Lecture series for virtual invariants of Quot schemes of surfaces

Woonam Lim

Abstract : Let S be a smooth projective surface. Grothendieck's Quot scheme on S admits a 2-term perfect obstruction theory when it parametrizes torsion quotients. This allows us to define various virtual invariants of Quot schemes, including homological (K-theoretic) descendent invariants and virtual Segre/Verlinde numbers. The study of these invariants is partially motivated by the parallel theory of moduli of sheaves. A special feature of the Quot scheme theory is the conjectural rationality of the homological (K-theoretic) descendent series. We explain how this can be proven for all surfaces with p_g>0 using the multiplicative structural formula involving Seiberg-Witten invariants. The same method applies to the study of the virtual Segre/Verlinde series. We also explain the virtual Segre/Verlinde correspondence and a special symmetry for punctual Quot schemes which is reminiscent of the numerical strange duality.
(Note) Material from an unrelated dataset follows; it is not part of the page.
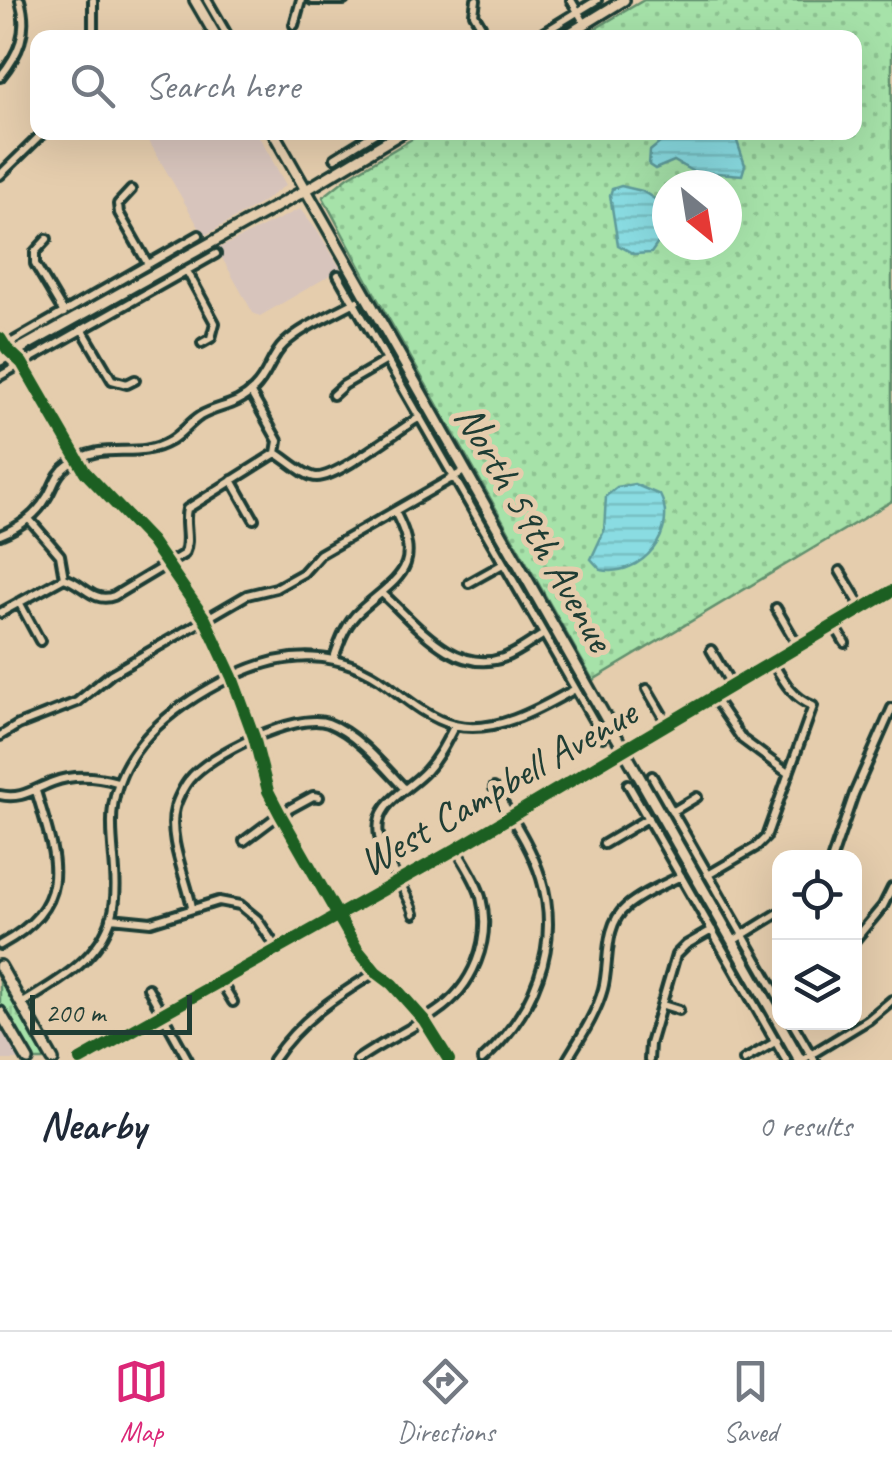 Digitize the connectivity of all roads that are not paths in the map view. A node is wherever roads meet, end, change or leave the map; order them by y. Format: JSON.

First lecture : Based on the deformation theory of Quot schemes, we give a list of examples where Quot schemes admit perfect obstruction theory. To motivate the study of virtual geometry of Quot schemes, we briefly discuss applications of Quot schemes to the study of moduli of stable bundles of curves.

Second lecture : We study virtual invariants of Quot schemes of surfaces via virtual localization. Residual computations of each fixed loci can be done by using the theory of nested Hilbert schemes of points and curves. This naturally relates the theory of Quot schemes to the Seiberg-Witten invariants. Under the simplifying assumptions on the Seiberg-Witten aspect of the problem, we prove the multiplicative structural formula of the generating series.

Third lecture : We study the multiplicative universal series in the structural formula. This uses the simplifications of the virtual invariants of Quot schemes of K3 surfaces and their blow ups. Rather surprisingly, this computation determines all the universal series in the formula up to certain change of variables. We explain how this can be used to prove the rationality of the descendent series and virtual Segre/Verlinde correspondence.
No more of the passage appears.